The wider trend on show here from the company underlines the fact that Appian is making sure more data sources (more types, more shapes, more levels etc.) are capable of being used in the Appian platform.
Fireside with Broady
Appian chief marketing officer Denise Broady hosted the final segment of this day two keynote to discuss the intersection point between innovation and technology – this session welcomed Mark Walsma, global delivery leader at Aon and Matthew Richard, CIO at LIUNA.
Mark Walsma commented, “I am a firm believer that IT is at its best when it is closely aligned to the business. Throughout the pandemic, we saw output has increase, but quality did not always increase in the same way and we have seen some defects arise. We know that Appian has allowed us to increase our production and we have a very dispersed international workforce – because communication has moved from unstructured ad-hoc discussions at the water cooler and in meetings, we have looked at how to talk better.”

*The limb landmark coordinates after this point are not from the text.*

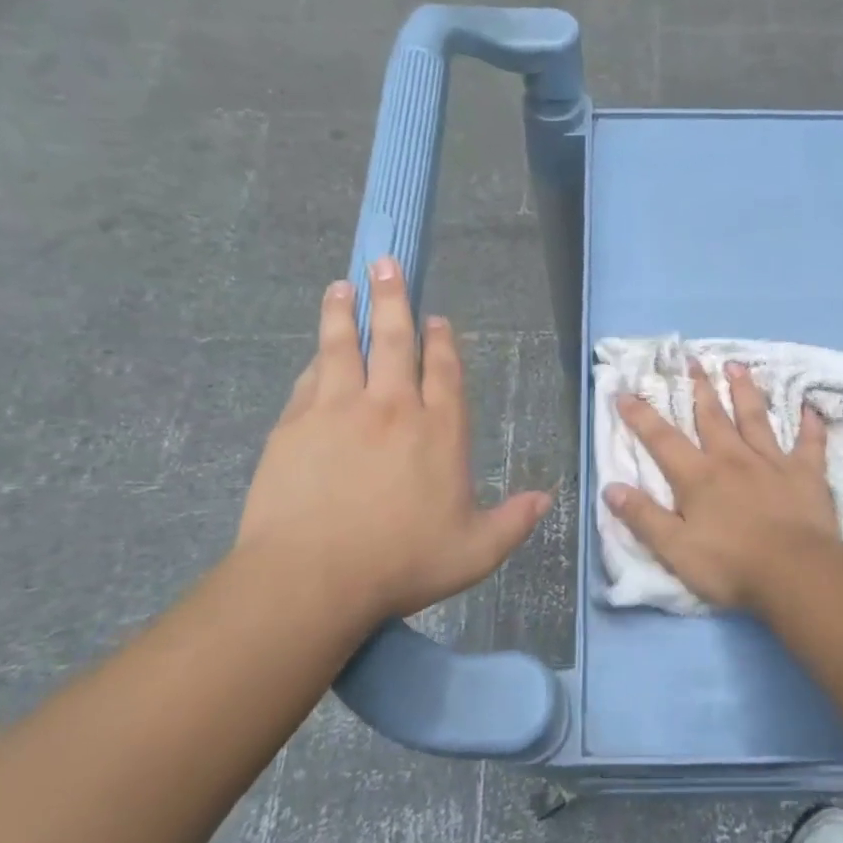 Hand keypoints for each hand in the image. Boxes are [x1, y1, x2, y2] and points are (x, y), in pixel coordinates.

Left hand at [235, 257, 551, 625]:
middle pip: (395, 341)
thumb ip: (513, 521)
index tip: (436, 318)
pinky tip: (316, 350)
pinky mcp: (295, 424)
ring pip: (345, 347)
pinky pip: (310, 379)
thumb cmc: (400, 563)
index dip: (441, 341)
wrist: (312, 577)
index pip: (444, 371)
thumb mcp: (475, 552)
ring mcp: (339, 410)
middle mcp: (392, 407)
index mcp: (439, 430)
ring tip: (342, 286)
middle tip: (386, 264)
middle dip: (393, 300)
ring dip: (345, 313)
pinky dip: (317, 358)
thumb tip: (547, 499)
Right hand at [604, 360, 841, 610]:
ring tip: (737, 366)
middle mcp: (732, 459)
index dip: (641, 416)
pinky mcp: (806, 474)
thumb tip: (610, 488)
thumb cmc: (731, 564)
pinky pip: (809, 443)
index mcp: (698, 477)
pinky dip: (810, 425)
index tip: (625, 392)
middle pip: (712, 417)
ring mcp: (772, 462)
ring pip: (755, 418)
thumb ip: (644, 517)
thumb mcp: (675, 549)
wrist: (796, 573)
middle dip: (699, 388)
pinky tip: (811, 409)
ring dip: (745, 391)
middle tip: (692, 361)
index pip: (662, 440)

He added further thoughts saying that he thought that we are really unlimited by our imagination.
“I come from a developer background, so I really like breaking down a problem and finding out ways to solve it – that drive has not changed with Appian, it has just increased in velocity and sped up,” he added.
Matthew Richard commented, “Our workforce is in Washington DC in one location so when we had to move to a new distributed workforce situation through the pandemic, we have seen the business function realise just how valuable the IT department is to the operational well-being of the company. We’ve now realised that IT is for more than just getting people a new computer, but also a key enabler that helps us add value to the way the business trades.”
Beyond Appian, Richard said that his firm is not really using any other [software development] platform, so when people come to the management with a use case requirement, the firm tries to leverage the Appian suite for everything possible.
Our low-code automated future
In terms of where we are going with low-code and processes inside workflows in general, we appear to be building a world of automation where people, bots and APIs all exist together inside increasingly accelerated highly visualised models.